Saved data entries
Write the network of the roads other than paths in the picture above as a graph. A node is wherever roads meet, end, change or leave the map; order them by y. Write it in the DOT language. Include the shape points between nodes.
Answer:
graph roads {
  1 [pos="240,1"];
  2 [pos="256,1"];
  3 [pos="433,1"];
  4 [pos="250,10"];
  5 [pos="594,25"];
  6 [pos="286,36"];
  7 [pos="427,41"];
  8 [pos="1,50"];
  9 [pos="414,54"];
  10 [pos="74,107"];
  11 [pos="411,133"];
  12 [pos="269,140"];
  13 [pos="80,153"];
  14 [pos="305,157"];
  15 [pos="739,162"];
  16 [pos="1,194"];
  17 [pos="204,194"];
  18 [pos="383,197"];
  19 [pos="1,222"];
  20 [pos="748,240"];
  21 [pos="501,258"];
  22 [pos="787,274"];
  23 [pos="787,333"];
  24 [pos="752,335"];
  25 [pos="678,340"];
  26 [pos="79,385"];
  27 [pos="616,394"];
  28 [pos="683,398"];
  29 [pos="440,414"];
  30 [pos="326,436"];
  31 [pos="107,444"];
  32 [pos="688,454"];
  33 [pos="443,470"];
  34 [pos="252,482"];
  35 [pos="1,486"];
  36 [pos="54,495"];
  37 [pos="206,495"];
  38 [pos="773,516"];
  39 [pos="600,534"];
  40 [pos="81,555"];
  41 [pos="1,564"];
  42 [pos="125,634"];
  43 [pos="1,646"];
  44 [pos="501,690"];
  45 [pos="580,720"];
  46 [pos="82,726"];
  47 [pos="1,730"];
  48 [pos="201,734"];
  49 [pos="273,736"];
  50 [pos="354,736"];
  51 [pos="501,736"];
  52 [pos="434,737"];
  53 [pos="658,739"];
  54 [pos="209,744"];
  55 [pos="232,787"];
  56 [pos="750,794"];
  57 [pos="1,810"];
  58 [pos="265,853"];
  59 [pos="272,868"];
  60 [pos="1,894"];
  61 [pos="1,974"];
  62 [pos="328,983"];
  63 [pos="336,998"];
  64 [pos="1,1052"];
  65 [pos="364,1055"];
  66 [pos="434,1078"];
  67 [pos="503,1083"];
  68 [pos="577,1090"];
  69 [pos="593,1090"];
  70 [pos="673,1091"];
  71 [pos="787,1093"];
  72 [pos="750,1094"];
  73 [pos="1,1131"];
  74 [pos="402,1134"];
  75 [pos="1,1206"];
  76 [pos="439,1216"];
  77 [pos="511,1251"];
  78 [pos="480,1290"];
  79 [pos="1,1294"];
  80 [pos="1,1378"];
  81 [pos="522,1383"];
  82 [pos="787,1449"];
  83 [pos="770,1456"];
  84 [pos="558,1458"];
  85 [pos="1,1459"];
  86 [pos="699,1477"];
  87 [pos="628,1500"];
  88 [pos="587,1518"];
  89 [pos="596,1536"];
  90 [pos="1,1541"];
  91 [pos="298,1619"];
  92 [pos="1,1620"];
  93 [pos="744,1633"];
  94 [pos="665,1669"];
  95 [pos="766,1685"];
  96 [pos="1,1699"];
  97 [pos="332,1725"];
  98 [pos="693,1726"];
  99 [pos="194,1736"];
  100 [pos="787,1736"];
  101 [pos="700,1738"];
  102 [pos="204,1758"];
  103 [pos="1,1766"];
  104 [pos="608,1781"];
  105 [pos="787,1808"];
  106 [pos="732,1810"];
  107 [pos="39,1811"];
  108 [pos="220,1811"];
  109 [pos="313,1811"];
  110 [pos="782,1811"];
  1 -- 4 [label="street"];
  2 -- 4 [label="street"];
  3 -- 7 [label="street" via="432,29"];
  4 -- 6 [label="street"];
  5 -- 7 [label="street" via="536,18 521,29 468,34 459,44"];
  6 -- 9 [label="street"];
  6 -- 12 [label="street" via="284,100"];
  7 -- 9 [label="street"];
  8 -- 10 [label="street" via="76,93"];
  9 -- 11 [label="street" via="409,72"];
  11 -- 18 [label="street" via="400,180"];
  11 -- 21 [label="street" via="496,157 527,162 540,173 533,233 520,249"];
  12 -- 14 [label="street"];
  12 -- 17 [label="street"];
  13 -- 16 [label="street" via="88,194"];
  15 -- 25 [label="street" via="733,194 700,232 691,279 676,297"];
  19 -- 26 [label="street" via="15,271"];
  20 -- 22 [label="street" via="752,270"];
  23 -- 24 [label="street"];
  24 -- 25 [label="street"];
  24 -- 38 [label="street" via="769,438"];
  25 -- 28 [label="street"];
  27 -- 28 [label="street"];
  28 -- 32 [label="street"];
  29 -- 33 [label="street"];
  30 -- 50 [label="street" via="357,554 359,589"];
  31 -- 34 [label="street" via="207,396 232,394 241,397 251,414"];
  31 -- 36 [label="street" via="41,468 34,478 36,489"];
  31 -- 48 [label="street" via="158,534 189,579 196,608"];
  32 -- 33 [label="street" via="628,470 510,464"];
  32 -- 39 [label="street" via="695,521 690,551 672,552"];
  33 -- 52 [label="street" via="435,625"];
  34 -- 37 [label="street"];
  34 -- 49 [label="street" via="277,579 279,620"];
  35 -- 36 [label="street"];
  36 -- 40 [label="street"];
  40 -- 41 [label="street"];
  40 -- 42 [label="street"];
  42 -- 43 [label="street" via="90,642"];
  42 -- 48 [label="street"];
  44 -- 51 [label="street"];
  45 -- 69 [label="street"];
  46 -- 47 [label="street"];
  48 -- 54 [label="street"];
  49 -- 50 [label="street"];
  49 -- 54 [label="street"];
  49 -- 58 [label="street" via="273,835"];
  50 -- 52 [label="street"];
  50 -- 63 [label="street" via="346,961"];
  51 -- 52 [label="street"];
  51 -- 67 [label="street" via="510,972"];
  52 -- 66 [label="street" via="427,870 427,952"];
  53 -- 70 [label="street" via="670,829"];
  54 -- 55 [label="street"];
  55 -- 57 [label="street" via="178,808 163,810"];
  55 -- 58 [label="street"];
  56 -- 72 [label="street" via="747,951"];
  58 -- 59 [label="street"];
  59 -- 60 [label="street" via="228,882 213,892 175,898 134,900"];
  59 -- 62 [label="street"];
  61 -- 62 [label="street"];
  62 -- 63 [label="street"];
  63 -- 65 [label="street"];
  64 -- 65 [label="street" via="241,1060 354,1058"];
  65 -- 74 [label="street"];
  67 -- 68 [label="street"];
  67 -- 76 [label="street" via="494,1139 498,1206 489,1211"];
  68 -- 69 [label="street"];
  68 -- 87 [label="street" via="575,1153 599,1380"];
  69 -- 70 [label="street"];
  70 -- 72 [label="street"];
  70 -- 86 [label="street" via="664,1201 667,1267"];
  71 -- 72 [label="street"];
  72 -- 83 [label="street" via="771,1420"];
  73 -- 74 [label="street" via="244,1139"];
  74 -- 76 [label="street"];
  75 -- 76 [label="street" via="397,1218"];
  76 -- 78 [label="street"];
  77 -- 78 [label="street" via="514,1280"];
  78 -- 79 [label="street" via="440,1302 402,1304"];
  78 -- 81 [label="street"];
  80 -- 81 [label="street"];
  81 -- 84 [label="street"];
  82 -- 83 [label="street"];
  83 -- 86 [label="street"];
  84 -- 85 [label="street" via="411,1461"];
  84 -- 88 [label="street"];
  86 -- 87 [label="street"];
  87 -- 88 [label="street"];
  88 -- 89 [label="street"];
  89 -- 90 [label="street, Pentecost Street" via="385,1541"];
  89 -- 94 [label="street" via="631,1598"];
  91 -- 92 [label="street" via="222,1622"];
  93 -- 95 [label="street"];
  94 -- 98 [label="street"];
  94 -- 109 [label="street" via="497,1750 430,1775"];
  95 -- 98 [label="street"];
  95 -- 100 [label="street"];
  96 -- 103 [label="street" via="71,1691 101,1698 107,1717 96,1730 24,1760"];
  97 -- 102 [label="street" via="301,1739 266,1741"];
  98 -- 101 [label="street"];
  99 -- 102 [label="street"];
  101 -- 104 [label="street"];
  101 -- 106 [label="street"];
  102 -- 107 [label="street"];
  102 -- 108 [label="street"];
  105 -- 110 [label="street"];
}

■ TASK ITEM ■
Whenever a line in the data holds "graph", copy that line.

■ PROBLEM SOLUTION ■
Write the network of the roads other than paths in the picture above as a graph. A node is wherever roads meet, end, change or leave the map; order them by y. Write it in the DOT language. Include the shape points between nodes.
graph roads {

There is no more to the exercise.